Mukhopadhyay C K, Ghosh M K, Chatterjee I B
Department of Biochemistry, University College of Science, Calcutta, India.
Mol Cell Biochem. 1995 Jan 12;142(1):71-8. doi: 10.1007/BF00928915.
It has recently been indicated that in the absence of free iron, NADPH initiates oxidative damage of proteins in guinea pig liver microsomes and also lipid peroxidation and protein damage in cardiac microsomes and that ascorbic acid specifically inhibits both the lipid peroxidation and protein damage [Mukhopadhyay CK, Chatterjee IB: J Biol Chem 269: 13390-13397, 1994; Mukhopadhyay M et al.: Mol Cell Biochem 126: 69-75, 1993]. In this paper we demonstrate that Fe(III)-independent NADPH-initiated lipid peroxidation and oxidative damage of proteins occur in the microsomes of all the extrahepatic tissues including lung, kidney, adrenal gland and brain and that both the lipid peroxidation and protein damage are specifically prevented by ascorbic acid. We further demonstrate that when NADPH is replaced by O2 as the electron donor, the O2-initiated lipid peroxidation and protein damage are also inhibited by ascorbic acid.

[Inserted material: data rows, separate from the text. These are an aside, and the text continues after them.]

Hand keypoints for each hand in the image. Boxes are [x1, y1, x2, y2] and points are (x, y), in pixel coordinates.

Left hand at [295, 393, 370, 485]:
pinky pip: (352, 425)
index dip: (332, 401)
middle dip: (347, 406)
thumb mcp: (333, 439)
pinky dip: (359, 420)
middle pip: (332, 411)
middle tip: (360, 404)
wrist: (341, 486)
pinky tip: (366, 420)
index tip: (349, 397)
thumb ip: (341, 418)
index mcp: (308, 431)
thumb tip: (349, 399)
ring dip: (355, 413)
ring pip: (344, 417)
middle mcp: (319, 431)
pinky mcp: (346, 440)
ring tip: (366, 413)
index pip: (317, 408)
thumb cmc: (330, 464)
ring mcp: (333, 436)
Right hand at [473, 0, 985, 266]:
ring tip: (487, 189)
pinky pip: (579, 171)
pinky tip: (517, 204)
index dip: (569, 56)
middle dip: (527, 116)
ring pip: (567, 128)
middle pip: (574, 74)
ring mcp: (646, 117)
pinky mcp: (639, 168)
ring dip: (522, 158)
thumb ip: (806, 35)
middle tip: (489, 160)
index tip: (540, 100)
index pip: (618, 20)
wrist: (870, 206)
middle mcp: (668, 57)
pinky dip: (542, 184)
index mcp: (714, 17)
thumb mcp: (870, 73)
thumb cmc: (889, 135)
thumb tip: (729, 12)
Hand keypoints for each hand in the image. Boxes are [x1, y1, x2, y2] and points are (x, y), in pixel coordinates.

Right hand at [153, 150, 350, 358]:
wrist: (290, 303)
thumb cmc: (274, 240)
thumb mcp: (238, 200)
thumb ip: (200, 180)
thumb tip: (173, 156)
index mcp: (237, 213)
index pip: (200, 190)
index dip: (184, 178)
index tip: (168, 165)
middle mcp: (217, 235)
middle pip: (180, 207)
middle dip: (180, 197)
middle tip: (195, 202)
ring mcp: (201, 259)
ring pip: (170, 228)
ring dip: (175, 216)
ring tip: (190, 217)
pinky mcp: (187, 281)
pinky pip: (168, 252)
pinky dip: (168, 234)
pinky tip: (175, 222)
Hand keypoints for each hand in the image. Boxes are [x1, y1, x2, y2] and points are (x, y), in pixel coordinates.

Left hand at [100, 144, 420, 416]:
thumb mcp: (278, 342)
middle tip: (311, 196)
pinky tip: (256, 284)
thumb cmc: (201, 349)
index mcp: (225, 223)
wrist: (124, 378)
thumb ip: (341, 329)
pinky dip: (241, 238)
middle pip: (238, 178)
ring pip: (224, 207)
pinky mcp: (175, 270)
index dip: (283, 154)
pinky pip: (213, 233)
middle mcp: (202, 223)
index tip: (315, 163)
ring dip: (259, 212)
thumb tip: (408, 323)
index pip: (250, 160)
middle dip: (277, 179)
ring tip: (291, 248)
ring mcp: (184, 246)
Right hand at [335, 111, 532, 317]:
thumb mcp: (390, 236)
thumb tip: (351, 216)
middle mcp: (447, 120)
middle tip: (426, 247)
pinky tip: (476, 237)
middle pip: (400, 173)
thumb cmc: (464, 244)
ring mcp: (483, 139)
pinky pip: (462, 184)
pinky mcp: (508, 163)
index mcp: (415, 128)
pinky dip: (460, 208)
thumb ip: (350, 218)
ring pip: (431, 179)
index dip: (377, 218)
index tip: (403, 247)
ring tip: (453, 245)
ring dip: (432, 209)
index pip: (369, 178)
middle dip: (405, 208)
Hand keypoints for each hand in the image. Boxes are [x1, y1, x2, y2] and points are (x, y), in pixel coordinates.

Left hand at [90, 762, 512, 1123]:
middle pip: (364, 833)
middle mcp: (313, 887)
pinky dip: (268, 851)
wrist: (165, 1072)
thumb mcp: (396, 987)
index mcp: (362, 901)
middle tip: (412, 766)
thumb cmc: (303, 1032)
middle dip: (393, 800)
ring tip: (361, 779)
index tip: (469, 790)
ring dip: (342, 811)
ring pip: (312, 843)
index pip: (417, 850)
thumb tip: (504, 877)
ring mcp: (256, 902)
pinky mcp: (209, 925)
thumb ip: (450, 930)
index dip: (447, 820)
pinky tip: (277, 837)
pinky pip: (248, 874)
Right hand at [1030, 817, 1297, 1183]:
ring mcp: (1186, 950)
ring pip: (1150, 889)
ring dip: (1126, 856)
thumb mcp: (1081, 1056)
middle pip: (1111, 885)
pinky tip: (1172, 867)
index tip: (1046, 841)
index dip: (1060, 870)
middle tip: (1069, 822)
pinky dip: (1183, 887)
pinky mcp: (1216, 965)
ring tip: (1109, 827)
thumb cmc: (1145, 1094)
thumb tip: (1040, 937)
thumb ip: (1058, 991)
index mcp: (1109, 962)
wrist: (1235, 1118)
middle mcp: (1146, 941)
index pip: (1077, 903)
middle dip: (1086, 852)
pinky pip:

最近有研究表明,在没有游离铁的情况下,NADPH会引发豚鼠肝微粒体中蛋白质的氧化损伤,以及心脏微粒体中的脂质过氧化和蛋白质损伤,并且抗坏血酸能特异性抑制脂质过氧化和蛋白质损伤[Mukhopadhyay CK, Chatterjee IB: 《生物化学杂志》269: 13390 - 13397, 1994; Mukhopadhyay M等人: 《分子与细胞生物化学》126: 69 - 75, 1993]。在本文中,我们证明了不依赖Fe(III)的NADPH引发的脂质过氧化和蛋白质氧化损伤发生在包括肺、肾、肾上腺和脑在内的所有肝外组织的微粒体中,并且脂质过氧化和蛋白质损伤均能被抗坏血酸特异性抑制。我们进一步证明,当用O2替代NADPH作为电子供体时,O2引发的脂质过氧化和蛋白质损伤也能被抗坏血酸抑制。